Here's a place to buy single SSC P4 Hi-CRI "Natural White" emitters:

Bare emitter:

http://www.mouser.com/Search/Refine.aspx?Keyword=S42180

On Star Board:

http://www.mouser.com/Search/Refine.aspx?Keyword=S42182

Additional Info:

http://www.zled.com/en/product/prd/zpowerLEDp4.asp


----------



## divine (Mar 16, 2009)

The RA lights are actually using a warm GDP emitter. It seems to do a pretty nice job. I am enjoying mine. 

Paul, did you figure out where to get the Q3 bin bare emitters yet?


----------



## EngrPaul (Mar 16, 2009)

divine said:


> The RA lights are actually using a warm GDP emitter. It seems to do a pretty nice job. I am enjoying mine.
> 
> Paul, did you figure out where to get the Q3 bin bare emitters yet?


 

Cutter has bares in three tints: 3A, 5A, and 5C, all Q3 flux.


----------



## divine (Mar 21, 2009)

I just got done swapping the emitter to a warmer one in my EX10 GDP and Nitecore Extreme GDP, and it looks great!

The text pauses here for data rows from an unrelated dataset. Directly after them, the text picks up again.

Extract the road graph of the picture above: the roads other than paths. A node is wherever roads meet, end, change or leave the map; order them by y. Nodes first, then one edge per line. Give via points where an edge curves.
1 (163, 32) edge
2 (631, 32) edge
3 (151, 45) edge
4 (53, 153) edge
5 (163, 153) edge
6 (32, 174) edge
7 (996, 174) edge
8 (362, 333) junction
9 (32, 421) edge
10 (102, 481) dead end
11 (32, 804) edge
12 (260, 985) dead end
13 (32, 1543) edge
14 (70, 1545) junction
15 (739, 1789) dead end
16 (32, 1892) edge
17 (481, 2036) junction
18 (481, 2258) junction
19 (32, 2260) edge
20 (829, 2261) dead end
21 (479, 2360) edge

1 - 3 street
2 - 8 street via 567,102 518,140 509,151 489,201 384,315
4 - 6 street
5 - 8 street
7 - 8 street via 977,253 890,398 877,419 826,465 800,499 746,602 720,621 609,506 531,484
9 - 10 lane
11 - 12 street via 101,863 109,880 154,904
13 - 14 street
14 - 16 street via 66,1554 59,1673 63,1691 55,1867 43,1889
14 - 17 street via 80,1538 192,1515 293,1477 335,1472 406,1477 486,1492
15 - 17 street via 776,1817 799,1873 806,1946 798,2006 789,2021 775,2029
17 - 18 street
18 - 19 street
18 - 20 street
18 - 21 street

I ordered some of those bare emitters from Cutter, and I'll try to swap them into a couple stainless steel LD01's I have.

I ordered two Neutral LD01 (Aluminum) from Pro-Light. I also have the Neutral Nitecore Extreme from Pro-Light, which seems practically as bright as the Q5 one.


----------



## NonSenCe (Apr 5, 2009)

time to bump this thread up as many lights coming available..

EZ AA.. coming..
Zebralight 501.. optional if asked from factory..
Eagletac P10A2, available at pts atleast.

eagletac m2 too..


----------



## Wiggle (Apr 5, 2009)

Just thought I'd throw in a link to my thread where I compare some neutral/warm tints to some cooler ones. Q3 5A and a warmer Q2 are compared to cooler R2 and an MC-E.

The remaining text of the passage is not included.